Spese a carico di chi si distacca dall’impianto centralizzato
Il distacco dall’impianto centralizzato può essere un tema trattato anche dal regolamento condominiale, o da una delibera dell’assemblea. In questi casi il condominio potrebbe prevedere che il condomino distaccato, debba pagare una determinata quota delle spese di gestione dell’impianto centralizzato. Tale impianto infatti rientra per legge fra le «parti comuni dell’edificio» e, perciò, rimane, nel suo complesso, di proprietà anche di chi si è distaccato, per un valore corrispondente alla quota espressa nelle tabelle millesimali.
In base alla cifra della quota avviene, normalmente, il riparto delle spese, che può coinvolgere anche i condomini distaccati.
Spese impianto centralizzato: cosa deve pagare chi si è reso autonomo?
Lo stesso art. 1118 del Codice civile, dopo aver previsto la facoltà di ogni condomino di rendersi autonomo sia per il riscaldamento sia per il condizionamento, dispone che il rinunziante resta obbligato a pagare le spese per la manutenzione straordinaria dell’impianto e per la sua conservazione e messa a norma.
Dunque questa limitazione esclude chi si è reso autonomo dalle spese di esercizio e di funzionamento dell’impianto centralizzato: a partire dai consumi energetici e dai costi di acquisto del combustibile (gas metano, gasolio, carbone, ecc.), per arrivare ai vari costi di manutenzione ordinaria, come la pulizia periodica del bruciatore della caldaia, con l’esecuzione delle operazioni tecniche previste nel libretto d’impianto.
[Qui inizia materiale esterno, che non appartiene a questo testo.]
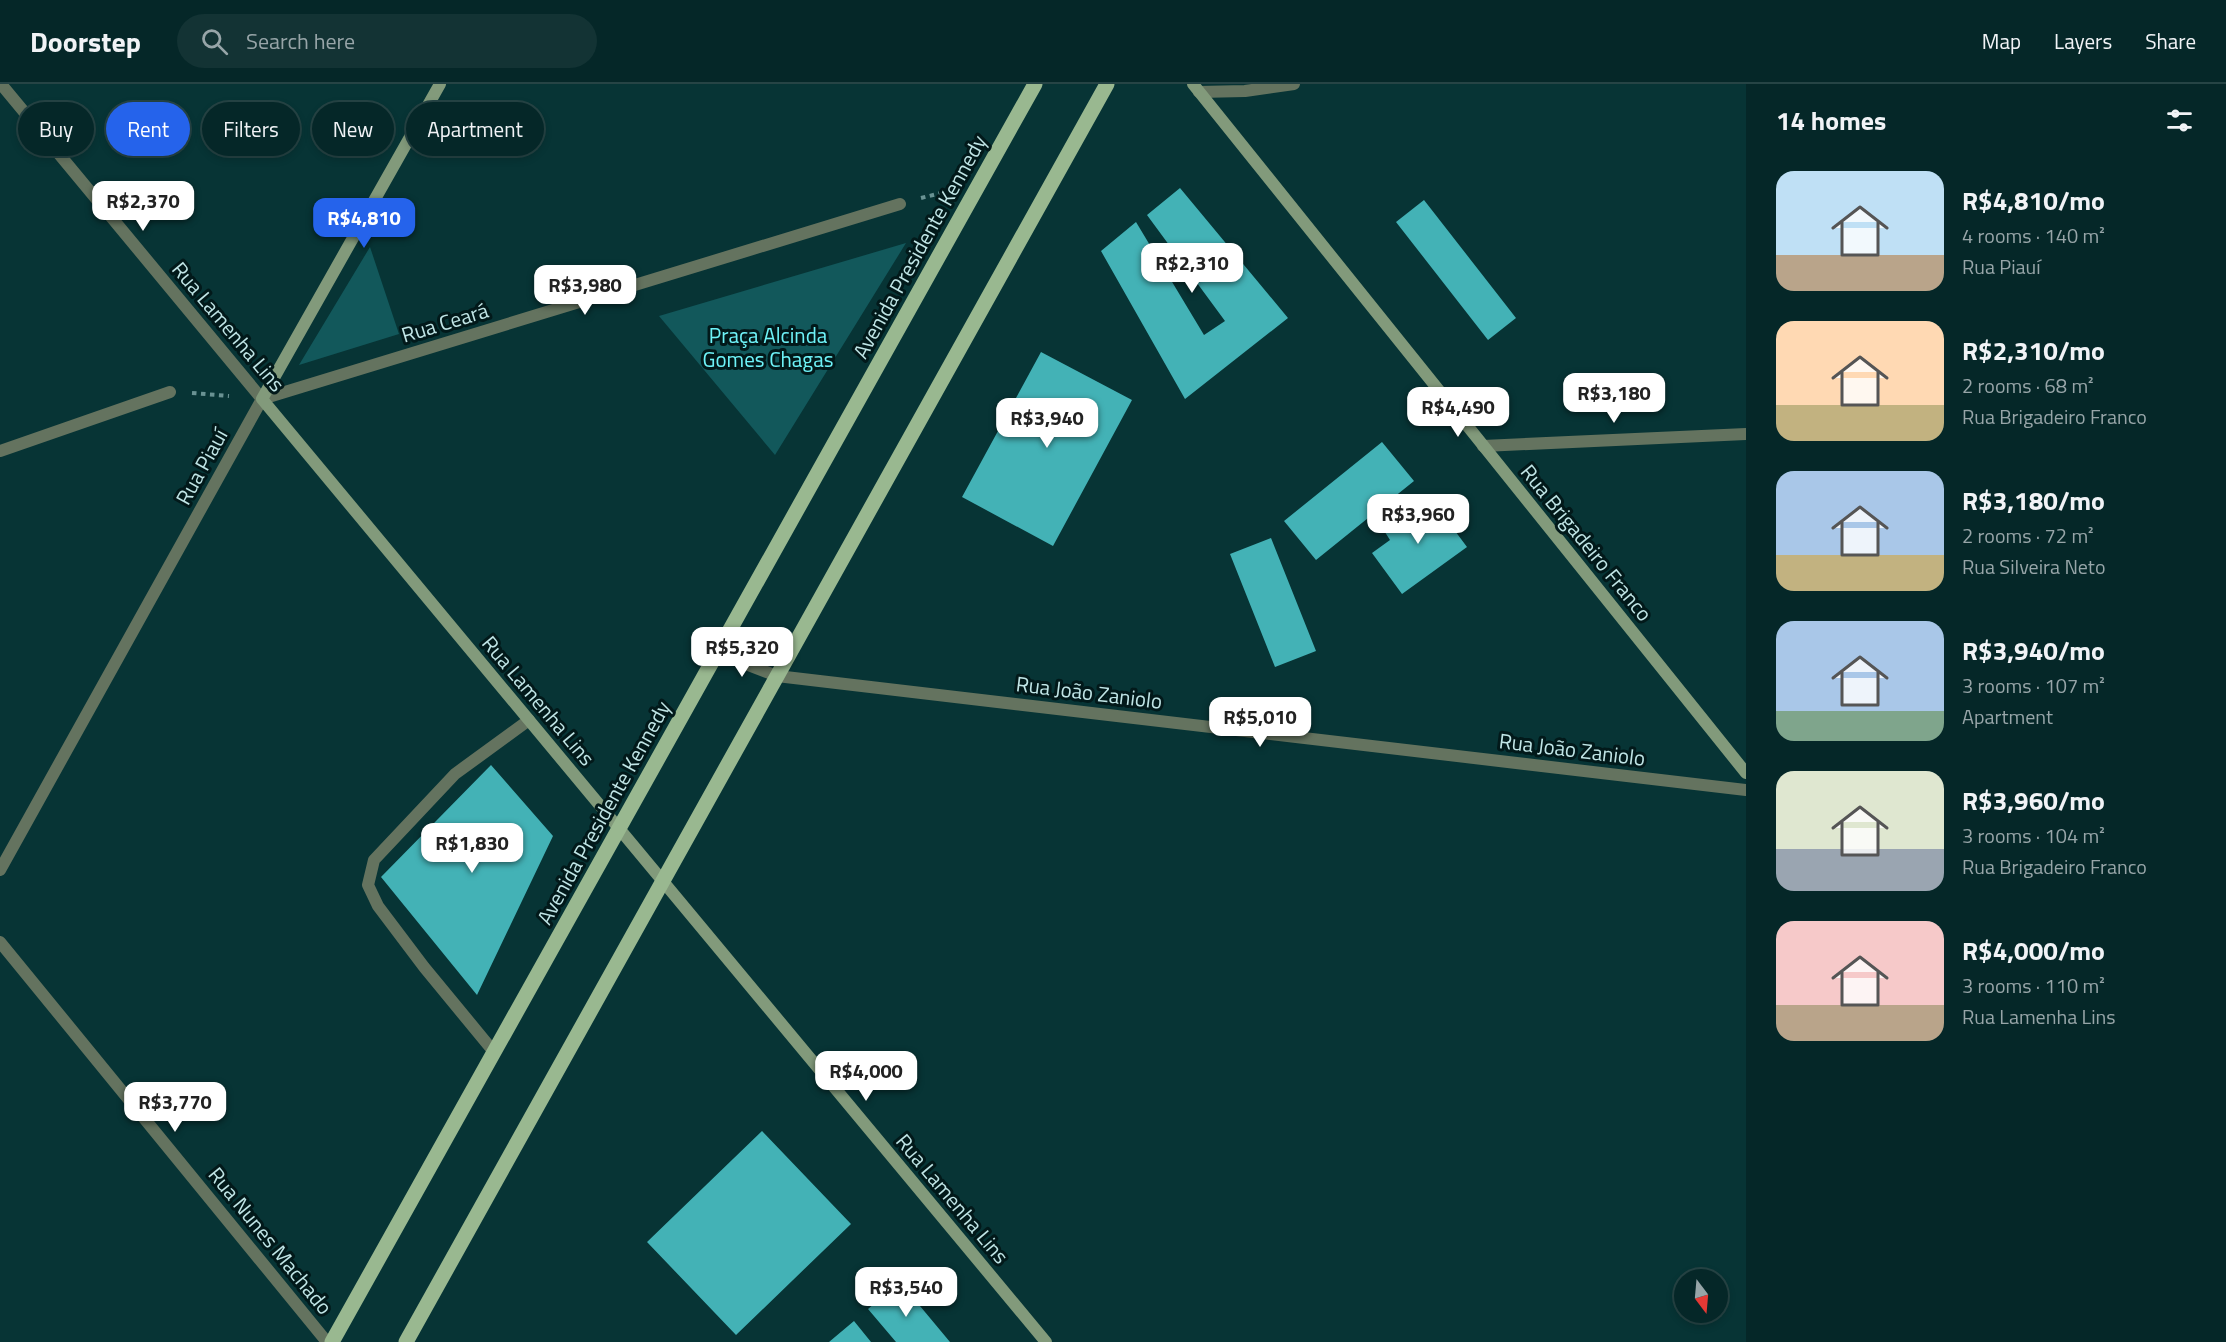 <!DOCTYPE html>
<meta charset="utf-8">
<style>
body{margin:0;font-family:"Titillium Web",sans-serif;background:#133334;color:#f1f3f6;height:100vh;display:flex;flex-direction:column;font-size:22px;white-space:nowrap}
*{box-sizing:border-box;margin:0}
p{font-size:20px;color:#97a5a8}
.icon{flex:none;width:33px;height:33px;fill:none;stroke:currentColor;stroke-width:2;stroke-linecap:round;stroke-linejoin:round}
.map{position:relative;flex:1;overflow:hidden}
.details{display:flex;flex-direction:column;background:#052728;width:480px}
.details>*{flex:none}
.guide{position:absolute;left:18px;top:18px;width:570px;height:54px;display:flex;gap:12px}
.needle{width:39px;rotate:164deg}
.fabs{position:absolute;left:1674px;top:1185px;display:grid;gap:12px}
.fabs a{display:grid;place-items:center;width:54px;height:54px;border-radius:50%;background:#052728;box-shadow:0 3px 9px #0003,0 0 0 2px #264445;font-size:30px}
.price{position:absolute;translate:-50% -51px;padding:0 14px;border-radius:12px;background:#fff;color:#222;font-size:20px;line-height:39px;filter:drop-shadow(0 2px 3px #0008)}
.price::after{content:'';position:absolute;left:50%;top:36px;width:18px;height:14px;margin-left:-9px;background:inherit;clip-path:polygon(0 0,100% 0,50% 100%)}
.price.current{background:#2563eb;color:#fff}
ul{padding:0;list-style:none}
li{display:flex;align-items:center;gap:18px;height:150px;padding:0 30px}
li span{display:grid;place-items:center;flex:none;width:168px;height:120px;border-radius:18px;color:#555}
li>.icon{margin-inline-start:auto}
span .icon{width:72px;height:72px;fill:#fffc;stroke-width:1}
li b{font-size:26px}
h2{display:flex;justify-content:space-between;align-items:center;height:72px;padding:0 30px;font-size:26px}
.chip{padding:0 21px;border-radius:27px;background:#052728;box-shadow:0 3px 9px #0003,0 0 0 2px #264445;font-size:21px;line-height:54px}
.chip.current{background:#2563eb;color:#fff}
header{display:flex;align-items:center;gap:36px;box-sizing:border-box;height:84px;padding:0 30px;background:#052728;border-bottom:2px solid #264445}
header strong{font-size:28px}
nav{display:flex;gap:33px;margin-inline-start:auto;font-size:21px}
.search{width:420px;height:54px;background:#133334;display:flex;align-items:center;gap:15px;box-sizing:border-box;padding:0 21px;border-radius:33px;color:#97a5a8;font-size:22px}
main{display:flex;flex:1;min-height:0}
.map>svg:first-child{display:block}
.green{fill:#12585b}
.building{fill:#43b2b6}
.lines{fill:none;stroke-linecap:round;stroke-linejoin:round}
.path{stroke:#699293;stroke-width:4;stroke-dasharray:4.5 4.5;stroke-linecap:butt}
.service{stroke:#64735f;stroke-width:12}
.minor{stroke:#64735f;stroke-width:12}
.secondary{stroke:#829a7b;stroke-width:12}
.primary{stroke:#99b890;stroke-width:15}
.labels{text-anchor:middle;stroke-width:6;stroke-linejoin:round;paint-order:stroke}
.street-label{font-size:21px;fill:#c0e5e6;stroke:#02191a}
.park-label{font-size:21px;fill:#6ef3f8;stroke:#02191a}
</style>
<header>
<strong>Doorstep</strong>
<div class="search"><svg class="icon" aria-label="search" viewBox="0 0 24 24"><circle cx="10" cy="10" r="6"/><path d="M15 15l6 6"/></svg>Search here</div>
<nav><a>Map</a><a>Layers</a><a>Share</a></nav>
</header>
<main>
<div class="map">
<svg width="1746" height="1258" viewBox="0 0 1746 1258">
<rect width="100%" height="100%" fill="#073435"/>
<!-- green -->
<path class="green" d="M906,159l-131,212 -116,-139z
M370,163l29,87 -100,31z"/>
<!-- building -->
<path class="building" d="M1180,104l108,130 -103,81 -84,-148 35,-29 68,113 21,-14 -78,-106z
M1424,116l92,118 -28,22 -92,-118z
M1041,268l91,48 -79,146 -91,-49z
M1382,358l32,39 -98,79 -32,-39z
M1429,412l38,51 -65,47 -30,-41 18,-13 -7,-11z
M1271,454l45,113 -41,16 -45,-113z
M491,681l62,71 -76,159 -96,-118z
M762,1047l89,93 -115,111 -89,-93z
M900,1198l50,60h-54l-28,-33z
M854,1237l17,21h-42z"/>
<g class="lines">
<!-- path -->
<path class="path" d="M921,114l24,-6
M192,309l37,3"/>
<!-- service -->
<path class="service" d="M494,968l-70,-85 -46,-61 -10,-21 6,-25 81,-86 74,-54"/>
<!-- minor -->
<path class="minor" d="M1,0l261,315
M1199,8l46,-1 49,-7
M262,315l638,-195
M1483,362l263,-12
M0,367l170,-59
M717,569l60,23 969,114
M0,786l262,-471
M0,858l327,400"/>
<!-- secondary -->
<path class="secondary" d="M440,0l-178,315 784,943
M1193,0l553,689"/>
<!-- primary -->
<path class="primary" d="M332,1258l703,-1258
M406,1258l701,-1258"/>
</g>
<g class="labels">
<!-- street labels -->
<g class="street-label">
<text transform="translate(920 163) rotate(-61)" y="7">Avenida Presidente Kennedy</text>
<text transform="translate(445 239) rotate(-17)" y="7">Rua Ceará</text>
<text transform="translate(228 243) rotate(50)" y="7">Rua Lamenha Lins</text>
<text transform="translate(202 383) rotate(-61)" y="7">Rua Piauí</text>
<text transform="translate(1586 459) rotate(51)" y="7">Rua Brigadeiro Franco</text>
<text transform="translate(1089 609) rotate(7)" y="7">Rua João Zaniolo</text>
<text transform="translate(538 617) rotate(50)" y="7">Rua Lamenha Lins</text>
<text transform="translate(1572 666) rotate(7)" y="7">Rua João Zaniolo</text>
<text transform="translate(604 729) rotate(-61)" y="7">Avenida Presidente Kennedy</text>
<text transform="translate(952 1115) rotate(50)" y="7">Rua Lamenha Lins</text>
<text transform="translate(270 1157) rotate(51)" y="7">Rua Nunes Machado</text>
</g>
<!-- park labels -->
<g class="park-label">
<text x="768" y="259">Praça Alcinda<tspan x="768" dy="24">Gomes Chagas</tspan></text>
</g>
</g>
</svg>
<div class="fabs">
<a><svg class="needle" viewBox="-14 -14 28 28"><path d="M0-13l5 13h-10z" fill="#e53935"/><path d="M0 13l5-13h-10z" fill="#97a5a8"/></svg></a>
</div>
<b class="price" style="left:143px;top:148px">R$2,370</b>
<b class="price current" style="left:364px;top:165px">R$4,810</b>
<b class="price" style="left:1192px;top:210px">R$2,310</b>
<b class="price" style="left:585px;top:232px">R$3,980</b>
<b class="price" style="left:1614px;top:340px">R$3,180</b>
<b class="price" style="left:1458px;top:354px">R$4,490</b>
<b class="price" style="left:1047px;top:365px">R$3,940</b>
<b class="price" style="left:1418px;top:461px">R$3,960</b>
<b class="price" style="left:742px;top:594px">R$5,320</b>
<b class="price" style="left:1260px;top:664px">R$5,010</b>
<b class="price" style="left:472px;top:790px">R$1,830</b>
<b class="price" style="left:866px;top:1018px">R$4,000</b>
<b class="price" style="left:175px;top:1049px">R$3,770</b>
<b class="price" style="left:906px;top:1234px">R$3,540</b>
<div class="guide">
<a class="chip">Buy</a>
<a class="chip current">Rent</a>
<a class="chip">Filters</a>
<a class="chip">New</a>
<a class="chip">Apartment</a>
</div>
</div>
<section class="details">
<h2>14 homes<svg class="icon" aria-label="filters" viewBox="0 0 24 24"><path d="M4 7h16M4 17h16"/><circle cx="9" cy="7" r="2"/><circle cx="15" cy="17" r="2"/></svg></h2>
<ul>
<li><span style="background:linear-gradient(#bfe0f5 70%,#b9a48a 0)"><svg class="icon" aria-label="home" viewBox="0 0 24 24"><path d="M3 11l9-7 9 7M6 9v11h12V9"/></svg></span><div><b>R$4,810/mo</b><p>4 rooms · 140 m²</p><p>Rua Piauí</p></div></li>
<li><span style="background:linear-gradient(#ffd9b3 70%,#c2b280 0)"><svg class="icon" aria-label="home" viewBox="0 0 24 24"><path d="M3 11l9-7 9 7M6 9v11h12V9"/></svg></span><div><b>R$2,310/mo</b><p>2 rooms · 68 m²</p><p>Rua Brigadeiro Franco</p></div></li>
<li><span style="background:linear-gradient(#a9c7e8 70%,#c2b280 0)"><svg class="icon" aria-label="home" viewBox="0 0 24 24"><path d="M3 11l9-7 9 7M6 9v11h12V9"/></svg></span><div><b>R$3,180/mo</b><p>2 rooms · 72 m²</p><p>Rua Silveira Neto</p></div></li>
<li><span style="background:linear-gradient(#a9c7e8 75%,#7fa58c 0)"><svg class="icon" aria-label="home" viewBox="0 0 24 24"><path d="M3 11l9-7 9 7M6 9v11h12V9"/></svg></span><div><b>R$3,940/mo</b><p>3 rooms · 107 m²</p><p>Apartment</p></div></li>
<li><span style="background:linear-gradient(#dfe7d0 65%,#9aa5b1 0)"><svg class="icon" aria-label="home" viewBox="0 0 24 24"><path d="M3 11l9-7 9 7M6 9v11h12V9"/></svg></span><div><b>R$3,960/mo</b><p>3 rooms · 104 m²</p><p>Rua Brigadeiro Franco</p></div></li>
<li><span style="background:linear-gradient(#f6c9c9 70%,#b9a48a 0)"><svg class="icon" aria-label="home" viewBox="0 0 24 24"><path d="M3 11l9-7 9 7M6 9v11h12V9"/></svg></span><div><b>R$4,000/mo</b><p>3 rooms · 110 m²</p><p>Rua Lamenha Lins</p></div></li>
</ul>
</section>
</main>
Viceversa, tra le spese di manutenzione straordinaria rientrano la sostituzione della caldaia e della centralina elettronica di accensione e spegnimento, ed anche, in caso di necessità, la riparazione dei tubi di distribuzione dell’acqua e di erogazione del calore, fino al punto di diramazione nei singoli appartamenti: sono spese necessarie alla conservazione dell’impianto. La messa a norma riguarda l’adeguamento dell’impianto alle nuove disposizioni normative e tecniche che periodicamente vengono emanate.
Consumi involontari: come si addebitano ai condomini distaccati?
Il regolamento condominiale o le delibere assembleari potrebbero prevedere l’attribuzione di una quota di «consumi involontari» a carico dei condomini distaccati dall’impianto centralizzato.
Il consumo involontario deriva, essenzialmente, dalle inevitabili dispersioni di calore provenienti dalla caldaia e dalla rete di distribuzione: quando l’impianto centralizzato è acceso, l’acqua calda continua a passare attraverso i tubi e si dirige verso gli appartamenti rimasti allacciati, dai quali un po’ di calore si irradia nei locali divenuti autonomi: anch’essi, quindi, beneficiano indirettamente di un sia pur piccolo innalzamento della temperatura dell’edificio.
Il calcolo dei consumi involontari per ciascuna unità immobiliare avviene secondo i criteri tecnici stabiliti dalla normativa UNI 10200, che considerano le caratteristiche dei locali ed i rispettivi coefficienti di dispersione termica; se gli appartamenti sono dotati di misuratori interni di calore, la quantificazione del consumo involontario deve tenere conto delle «potenze termiche» presenti negli ambienti interessati. Di solito, a questi complessi calcoli provvede un tecnico incaricato dal condominio, che deposita la sua relazione asseverata in assemblea, per l’approvazione.
Una volta quantificato, il riparto delle spese di consumo involontario tra i condomini avviene secondo le previsioni stabilite nel regolamento condominiale approvato all’unanimità da tutti i condomini, o, in mancanza, in base ai consueti valori millesimali. Si può quindi attribuire ai condomini la loro quota di consumo involontario anche in misura percentuale, rapportata ai millesimi di proprietà. In definitiva, anche secondo l’orientamento della Cassazione, il condomino distaccato non può non pagare la sua quota parte di consumi involontari, nemmeno se dimostra di aver tagliato i tubi.